## WHAT IS EXPECTED
The answer must be every entry, given again word for word.

Stored items from a collection:
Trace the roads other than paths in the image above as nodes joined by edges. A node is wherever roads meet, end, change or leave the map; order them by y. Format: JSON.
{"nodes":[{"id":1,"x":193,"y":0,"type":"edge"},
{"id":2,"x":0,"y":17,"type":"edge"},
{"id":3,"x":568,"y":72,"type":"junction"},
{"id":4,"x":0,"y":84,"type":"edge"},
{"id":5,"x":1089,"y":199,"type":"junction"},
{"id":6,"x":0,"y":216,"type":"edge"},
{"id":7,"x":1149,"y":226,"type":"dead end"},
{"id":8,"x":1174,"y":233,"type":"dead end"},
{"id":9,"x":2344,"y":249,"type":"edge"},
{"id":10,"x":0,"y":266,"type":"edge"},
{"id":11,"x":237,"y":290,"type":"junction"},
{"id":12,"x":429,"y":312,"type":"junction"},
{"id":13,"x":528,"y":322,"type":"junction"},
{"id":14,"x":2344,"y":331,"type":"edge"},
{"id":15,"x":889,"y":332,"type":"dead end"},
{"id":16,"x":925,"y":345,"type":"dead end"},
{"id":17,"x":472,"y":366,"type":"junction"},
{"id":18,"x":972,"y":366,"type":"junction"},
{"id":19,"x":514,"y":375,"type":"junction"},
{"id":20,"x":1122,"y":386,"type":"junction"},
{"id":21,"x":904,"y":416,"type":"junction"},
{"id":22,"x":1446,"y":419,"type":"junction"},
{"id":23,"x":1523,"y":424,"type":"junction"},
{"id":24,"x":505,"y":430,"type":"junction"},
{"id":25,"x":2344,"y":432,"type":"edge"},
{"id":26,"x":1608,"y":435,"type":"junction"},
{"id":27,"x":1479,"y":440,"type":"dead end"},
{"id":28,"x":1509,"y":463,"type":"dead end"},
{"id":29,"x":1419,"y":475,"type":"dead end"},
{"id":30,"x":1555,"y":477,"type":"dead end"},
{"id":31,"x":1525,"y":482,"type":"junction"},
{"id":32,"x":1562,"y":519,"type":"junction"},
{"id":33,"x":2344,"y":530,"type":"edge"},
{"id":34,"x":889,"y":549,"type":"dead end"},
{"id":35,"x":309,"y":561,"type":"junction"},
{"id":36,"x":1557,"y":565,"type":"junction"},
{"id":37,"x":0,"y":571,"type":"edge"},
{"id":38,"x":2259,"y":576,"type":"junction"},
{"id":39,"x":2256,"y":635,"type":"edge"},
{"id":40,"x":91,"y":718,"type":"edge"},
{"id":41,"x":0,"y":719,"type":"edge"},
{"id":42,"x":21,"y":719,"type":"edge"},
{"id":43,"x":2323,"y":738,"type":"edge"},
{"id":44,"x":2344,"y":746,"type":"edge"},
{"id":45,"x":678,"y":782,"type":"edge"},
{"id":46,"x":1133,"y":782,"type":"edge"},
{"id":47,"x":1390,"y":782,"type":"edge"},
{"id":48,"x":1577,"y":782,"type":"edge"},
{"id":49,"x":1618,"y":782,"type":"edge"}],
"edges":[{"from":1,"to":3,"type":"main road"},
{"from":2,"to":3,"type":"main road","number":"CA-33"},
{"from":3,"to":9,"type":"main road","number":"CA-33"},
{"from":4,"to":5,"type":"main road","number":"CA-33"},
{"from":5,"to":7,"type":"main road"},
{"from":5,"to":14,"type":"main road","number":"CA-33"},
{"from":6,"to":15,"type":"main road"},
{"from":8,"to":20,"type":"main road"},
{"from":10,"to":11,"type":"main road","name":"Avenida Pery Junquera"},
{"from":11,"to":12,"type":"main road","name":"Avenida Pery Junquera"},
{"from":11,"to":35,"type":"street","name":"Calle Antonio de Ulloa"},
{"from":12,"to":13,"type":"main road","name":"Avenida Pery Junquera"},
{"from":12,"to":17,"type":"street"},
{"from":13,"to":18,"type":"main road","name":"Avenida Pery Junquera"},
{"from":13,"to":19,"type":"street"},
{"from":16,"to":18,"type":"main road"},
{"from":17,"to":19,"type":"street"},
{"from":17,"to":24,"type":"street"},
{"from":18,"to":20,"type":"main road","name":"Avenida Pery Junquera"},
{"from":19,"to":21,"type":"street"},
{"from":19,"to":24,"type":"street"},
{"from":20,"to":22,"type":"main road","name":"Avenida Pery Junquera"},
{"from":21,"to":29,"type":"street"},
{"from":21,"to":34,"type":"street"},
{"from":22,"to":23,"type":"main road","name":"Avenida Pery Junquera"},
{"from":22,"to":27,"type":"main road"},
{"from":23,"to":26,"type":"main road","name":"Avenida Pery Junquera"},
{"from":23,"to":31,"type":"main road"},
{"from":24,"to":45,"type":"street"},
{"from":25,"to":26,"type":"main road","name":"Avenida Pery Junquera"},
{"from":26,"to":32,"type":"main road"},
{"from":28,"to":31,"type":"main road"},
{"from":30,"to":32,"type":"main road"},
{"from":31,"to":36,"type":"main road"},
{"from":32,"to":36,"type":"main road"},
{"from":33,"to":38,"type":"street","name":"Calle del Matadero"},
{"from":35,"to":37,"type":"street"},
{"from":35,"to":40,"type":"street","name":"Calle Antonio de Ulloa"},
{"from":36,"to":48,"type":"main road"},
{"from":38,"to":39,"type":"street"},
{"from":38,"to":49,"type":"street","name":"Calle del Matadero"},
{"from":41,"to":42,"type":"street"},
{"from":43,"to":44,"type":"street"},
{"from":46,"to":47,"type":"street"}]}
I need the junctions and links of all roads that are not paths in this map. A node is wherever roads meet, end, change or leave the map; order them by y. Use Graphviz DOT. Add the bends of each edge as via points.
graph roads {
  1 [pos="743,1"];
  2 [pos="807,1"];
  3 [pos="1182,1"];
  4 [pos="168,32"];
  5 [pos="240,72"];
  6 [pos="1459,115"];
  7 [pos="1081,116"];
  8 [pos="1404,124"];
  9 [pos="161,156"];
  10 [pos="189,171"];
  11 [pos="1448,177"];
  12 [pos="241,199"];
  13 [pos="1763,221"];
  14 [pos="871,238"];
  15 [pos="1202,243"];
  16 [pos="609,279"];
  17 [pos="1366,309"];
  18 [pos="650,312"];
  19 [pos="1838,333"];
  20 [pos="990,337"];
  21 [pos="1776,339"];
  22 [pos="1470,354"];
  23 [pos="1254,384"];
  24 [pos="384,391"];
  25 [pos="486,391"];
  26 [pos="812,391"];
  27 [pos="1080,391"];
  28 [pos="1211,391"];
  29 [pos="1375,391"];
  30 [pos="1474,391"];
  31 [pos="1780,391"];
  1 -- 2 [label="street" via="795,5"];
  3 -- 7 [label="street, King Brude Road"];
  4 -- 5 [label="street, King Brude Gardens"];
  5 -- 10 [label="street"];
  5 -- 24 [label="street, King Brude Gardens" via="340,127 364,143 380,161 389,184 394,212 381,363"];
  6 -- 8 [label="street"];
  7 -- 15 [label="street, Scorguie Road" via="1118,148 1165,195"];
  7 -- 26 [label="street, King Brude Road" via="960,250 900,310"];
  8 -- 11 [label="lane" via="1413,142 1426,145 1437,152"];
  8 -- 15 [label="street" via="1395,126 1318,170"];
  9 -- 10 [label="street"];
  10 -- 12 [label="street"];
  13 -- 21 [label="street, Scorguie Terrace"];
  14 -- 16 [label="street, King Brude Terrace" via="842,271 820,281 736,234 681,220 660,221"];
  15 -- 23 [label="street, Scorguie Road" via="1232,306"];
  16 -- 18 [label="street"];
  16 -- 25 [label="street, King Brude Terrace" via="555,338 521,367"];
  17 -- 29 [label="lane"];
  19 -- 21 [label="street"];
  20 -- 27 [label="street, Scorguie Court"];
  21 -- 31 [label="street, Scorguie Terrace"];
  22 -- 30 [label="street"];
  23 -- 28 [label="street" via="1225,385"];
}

## WRITTEN SOLUTION
Trace the roads other than paths in the image above as nodes joined by edges. A node is wherever roads meet, end, change or leave the map; order them by y. Format: JSON.
{"nodes":[{"id":1,"x":193,"y":0,"type":"edge"},
{"id":2,"x":0,"y":17,"type":"edge"},
{"id":3,"x":568,"y":72,"type":"junction"},
{"id":4,"x":0,"y":84,"type":"edge"},
{"id":5,"x":1089,"y":199,"type":"junction"},
{"id":6,"x":0,"y":216,"type":"edge"},
{"id":7,"x":1149,"y":226,"type":"dead end"},
{"id":8,"x":1174,"y":233,"type":"dead end"},
{"id":9,"x":2344,"y":249,"type":"edge"},
{"id":10,"x":0,"y":266,"type":"edge"},
{"id":11,"x":237,"y":290,"type":"junction"},
{"id":12,"x":429,"y":312,"type":"junction"},
{"id":13,"x":528,"y":322,"type":"junction"},
{"id":14,"x":2344,"y":331,"type":"edge"},
{"id":15,"x":889,"y":332,"type":"dead end"},
{"id":16,"x":925,"y":345,"type":"dead end"},
{"id":17,"x":472,"y":366,"type":"junction"},
{"id":18,"x":972,"y":366,"type":"junction"},
{"id":19,"x":514,"y":375,"type":"junction"},
{"id":20,"x":1122,"y":386,"type":"junction"},
{"id":21,"x":904,"y":416,"type":"junction"},
{"id":22,"x":1446,"y":419,"type":"junction"},
{"id":23,"x":1523,"y":424,"type":"junction"},
{"id":24,"x":505,"y":430,"type":"junction"},
{"id":25,"x":2344,"y":432,"type":"edge"},
{"id":26,"x":1608,"y":435,"type":"junction"},
{"id":27,"x":1479,"y":440,"type":"dead end"},
{"id":28,"x":1509,"y":463,"type":"dead end"},
{"id":29,"x":1419,"y":475,"type":"dead end"},
{"id":30,"x":1555,"y":477,"type":"dead end"},
{"id":31,"x":1525,"y":482,"type":"junction"},
{"id":32,"x":1562,"y":519,"type":"junction"},
{"id":33,"x":2344,"y":530,"type":"edge"},
{"id":34,"x":889,"y":549,"type":"dead end"},
{"id":35,"x":309,"y":561,"type":"junction"},
{"id":36,"x":1557,"y":565,"type":"junction"},
{"id":37,"x":0,"y":571,"type":"edge"},
{"id":38,"x":2259,"y":576,"type":"junction"},
{"id":39,"x":2256,"y":635,"type":"edge"},
{"id":40,"x":91,"y":718,"type":"edge"},
{"id":41,"x":0,"y":719,"type":"edge"},
{"id":42,"x":21,"y":719,"type":"edge"},
{"id":43,"x":2323,"y":738,"type":"edge"},
{"id":44,"x":2344,"y":746,"type":"edge"},
{"id":45,"x":678,"y":782,"type":"edge"},
{"id":46,"x":1133,"y":782,"type":"edge"},
{"id":47,"x":1390,"y":782,"type":"edge"},
{"id":48,"x":1577,"y":782,"type":"edge"},
{"id":49,"x":1618,"y":782,"type":"edge"}],
"edges":[{"from":1,"to":3,"type":"main road"},
{"from":2,"to":3,"type":"main road","number":"CA-33"},
{"from":3,"to":9,"type":"main road","number":"CA-33"},
{"from":4,"to":5,"type":"main road","number":"CA-33"},
{"from":5,"to":7,"type":"main road"},
{"from":5,"to":14,"type":"main road","number":"CA-33"},
{"from":6,"to":15,"type":"main road"},
{"from":8,"to":20,"type":"main road"},
{"from":10,"to":11,"type":"main road","name":"Avenida Pery Junquera"},
{"from":11,"to":12,"type":"main road","name":"Avenida Pery Junquera"},
{"from":11,"to":35,"type":"street","name":"Calle Antonio de Ulloa"},
{"from":12,"to":13,"type":"main road","name":"Avenida Pery Junquera"},
{"from":12,"to":17,"type":"street"},
{"from":13,"to":18,"type":"main road","name":"Avenida Pery Junquera"},
{"from":13,"to":19,"type":"street"},
{"from":16,"to":18,"type":"main road"},
{"from":17,"to":19,"type":"street"},
{"from":17,"to":24,"type":"street"},
{"from":18,"to":20,"type":"main road","name":"Avenida Pery Junquera"},
{"from":19,"to":21,"type":"street"},
{"from":19,"to":24,"type":"street"},
{"from":20,"to":22,"type":"main road","name":"Avenida Pery Junquera"},
{"from":21,"to":29,"type":"street"},
{"from":21,"to":34,"type":"street"},
{"from":22,"to":23,"type":"main road","name":"Avenida Pery Junquera"},
{"from":22,"to":27,"type":"main road"},
{"from":23,"to":26,"type":"main road","name":"Avenida Pery Junquera"},
{"from":23,"to":31,"type":"main road"},
{"from":24,"to":45,"type":"street"},
{"from":25,"to":26,"type":"main road","name":"Avenida Pery Junquera"},
{"from":26,"to":32,"type":"main road"},
{"from":28,"to":31,"type":"main road"},
{"from":30,"to":32,"type":"main road"},
{"from":31,"to":36,"type":"main road"},
{"from":32,"to":36,"type":"main road"},
{"from":33,"to":38,"type":"street","name":"Calle del Matadero"},
{"from":35,"to":37,"type":"street"},
{"from":35,"to":40,"type":"street","name":"Calle Antonio de Ulloa"},
{"from":36,"to":48,"type":"main road"},
{"from":38,"to":39,"type":"street"},
{"from":38,"to":49,"type":"street","name":"Calle del Matadero"},
{"from":41,"to":42,"type":"street"},
{"from":43,"to":44,"type":"street"},
{"from":46,"to":47,"type":"street"}]}
I need the junctions and links of all roads that are not paths in this map. A node is wherever roads meet, end, change or leave the map; order them by y. Use Graphviz DOT. Add the bends of each edge as via points.
graph roads {
  1 [pos="743,1"];
  2 [pos="807,1"];
  3 [pos="1182,1"];
  4 [pos="168,32"];
  5 [pos="240,72"];
  6 [pos="1459,115"];
  7 [pos="1081,116"];
  8 [pos="1404,124"];
  9 [pos="161,156"];
  10 [pos="189,171"];
  11 [pos="1448,177"];
  12 [pos="241,199"];
  13 [pos="1763,221"];
  14 [pos="871,238"];
  15 [pos="1202,243"];
  16 [pos="609,279"];
  17 [pos="1366,309"];
  18 [pos="650,312"];
  19 [pos="1838,333"];
  20 [pos="990,337"];
  21 [pos="1776,339"];
  22 [pos="1470,354"];
  23 [pos="1254,384"];
  24 [pos="384,391"];
  25 [pos="486,391"];
  26 [pos="812,391"];
  27 [pos="1080,391"];
  28 [pos="1211,391"];
  29 [pos="1375,391"];
  30 [pos="1474,391"];
  31 [pos="1780,391"];
  1 -- 2 [label="street" via="795,5"];
  3 -- 7 [label="street, King Brude Road"];
  4 -- 5 [label="street, King Brude Gardens"];
  5 -- 10 [label="street"];
  5 -- 24 [label="street, King Brude Gardens" via="340,127 364,143 380,161 389,184 394,212 381,363"];
  6 -- 8 [label="street"];
  7 -- 15 [label="street, Scorguie Road" via="1118,148 1165,195"];
  7 -- 26 [label="street, King Brude Road" via="960,250 900,310"];
  8 -- 11 [label="lane" via="1413,142 1426,145 1437,152"];
  8 -- 15 [label="street" via="1395,126 1318,170"];
  9 -- 10 [label="street"];
  10 -- 12 [label="street"];
  13 -- 21 [label="street, Scorguie Terrace"];
  14 -- 16 [label="street, King Brude Terrace" via="842,271 820,281 736,234 681,220 660,221"];
  15 -- 23 [label="street, Scorguie Road" via="1232,306"];
  16 -- 18 [label="street"];
  16 -- 25 [label="street, King Brude Terrace" via="555,338 521,367"];
  17 -- 29 [label="lane"];
  19 -- 21 [label="street"];
  20 -- 27 [label="street, Scorguie Court"];
  21 -- 31 [label="street, Scorguie Terrace"];
  22 -- 30 [label="street"];
  23 -- 28 [label="street" via="1225,385"];
}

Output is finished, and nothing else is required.